§ Task to carry out
Set down all of the entries word for word, omitting the images they contain.

*** Opening of Study material ***

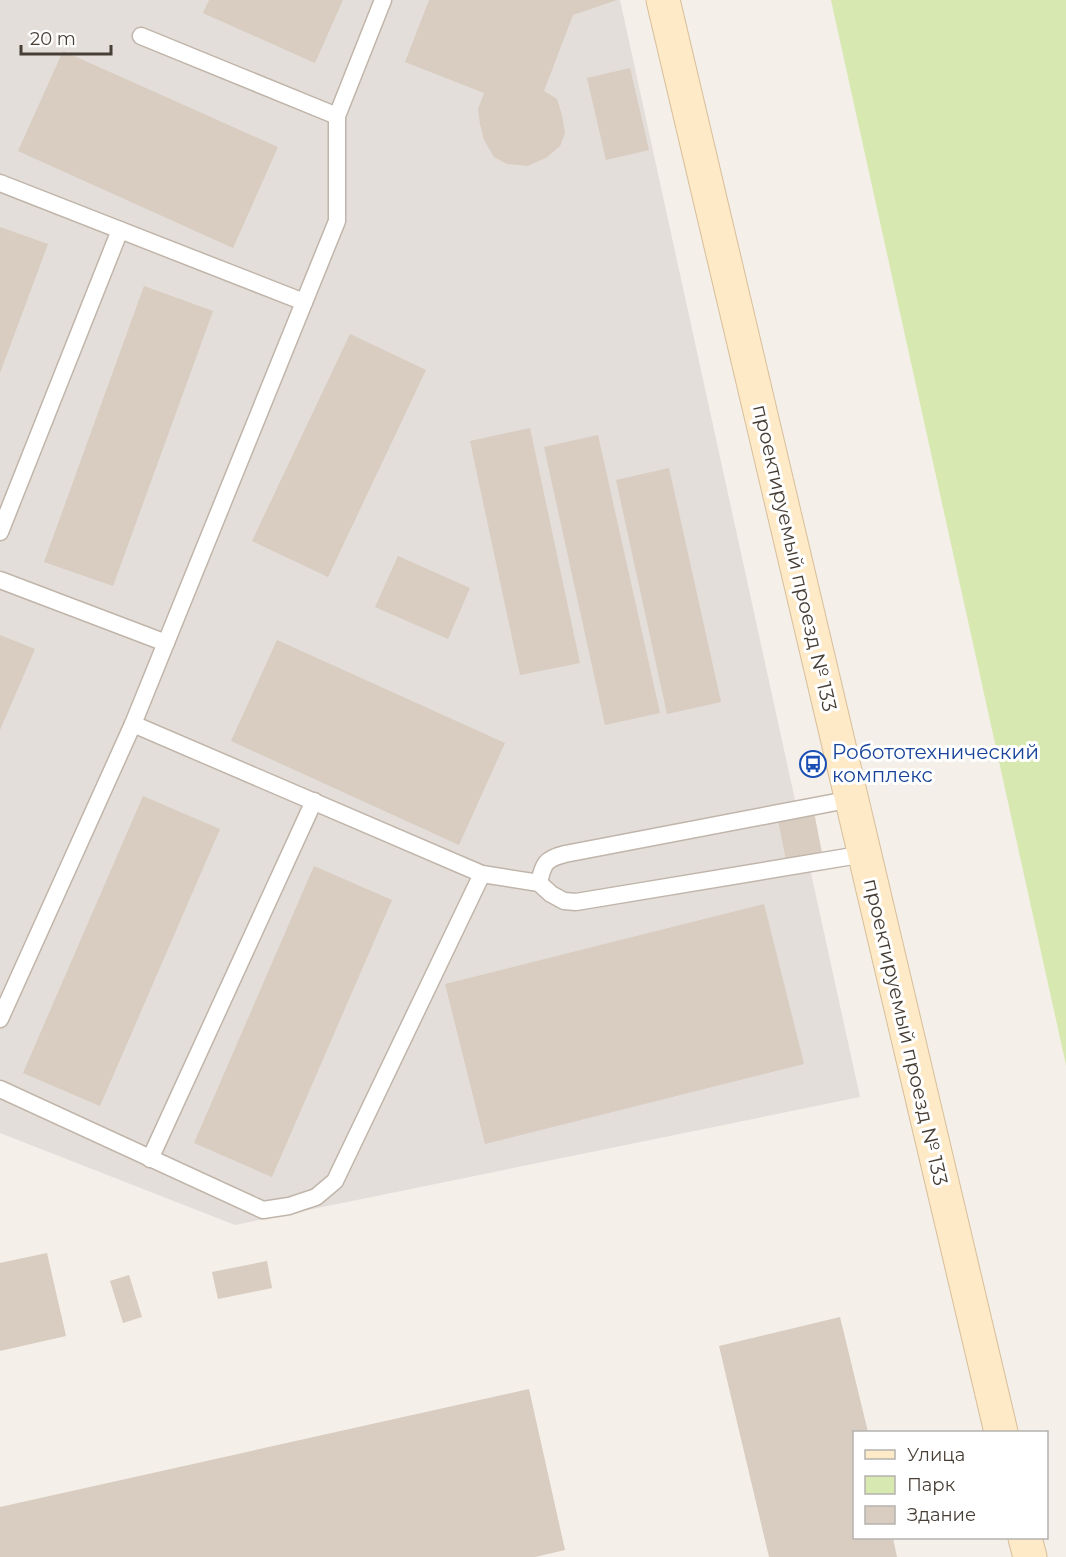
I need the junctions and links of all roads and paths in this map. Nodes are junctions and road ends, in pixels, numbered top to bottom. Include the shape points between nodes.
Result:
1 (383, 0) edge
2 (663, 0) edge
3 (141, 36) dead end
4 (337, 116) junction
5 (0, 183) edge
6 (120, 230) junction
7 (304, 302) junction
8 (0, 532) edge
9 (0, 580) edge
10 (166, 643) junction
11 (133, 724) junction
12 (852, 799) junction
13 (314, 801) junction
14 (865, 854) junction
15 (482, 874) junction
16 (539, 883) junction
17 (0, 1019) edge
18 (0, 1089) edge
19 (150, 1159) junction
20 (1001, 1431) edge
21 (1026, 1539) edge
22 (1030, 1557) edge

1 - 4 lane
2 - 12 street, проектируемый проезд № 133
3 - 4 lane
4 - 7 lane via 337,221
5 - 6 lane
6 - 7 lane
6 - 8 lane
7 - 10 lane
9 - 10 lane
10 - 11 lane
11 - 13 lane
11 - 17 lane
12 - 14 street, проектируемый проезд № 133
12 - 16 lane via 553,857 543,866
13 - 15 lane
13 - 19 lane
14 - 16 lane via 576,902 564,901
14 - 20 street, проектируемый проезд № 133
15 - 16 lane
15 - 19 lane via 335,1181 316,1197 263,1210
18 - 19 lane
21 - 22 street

*** Close of Study material ***

§ Completed exercise
I need the junctions and links of all roads and paths in this map. Nodes are junctions and road ends, in pixels, numbered top to bottom. Include the shape points between nodes.
Result:
1 (383, 0) edge
2 (663, 0) edge
3 (141, 36) dead end
4 (337, 116) junction
5 (0, 183) edge
6 (120, 230) junction
7 (304, 302) junction
8 (0, 532) edge
9 (0, 580) edge
10 (166, 643) junction
11 (133, 724) junction
12 (852, 799) junction
13 (314, 801) junction
14 (865, 854) junction
15 (482, 874) junction
16 (539, 883) junction
17 (0, 1019) edge
18 (0, 1089) edge
19 (150, 1159) junction
20 (1001, 1431) edge
21 (1026, 1539) edge
22 (1030, 1557) edge

1 - 4 lane
2 - 12 street, проектируемый проезд № 133
3 - 4 lane
4 - 7 lane via 337,221
5 - 6 lane
6 - 7 lane
6 - 8 lane
7 - 10 lane
9 - 10 lane
10 - 11 lane
11 - 13 lane
11 - 17 lane
12 - 14 street, проектируемый проезд № 133
12 - 16 lane via 553,857 543,866
13 - 15 lane
13 - 19 lane
14 - 16 lane via 576,902 564,901
14 - 20 street, проектируемый проезд № 133
15 - 16 lane
15 - 19 lane via 335,1181 316,1197 263,1210
18 - 19 lane
21 - 22 street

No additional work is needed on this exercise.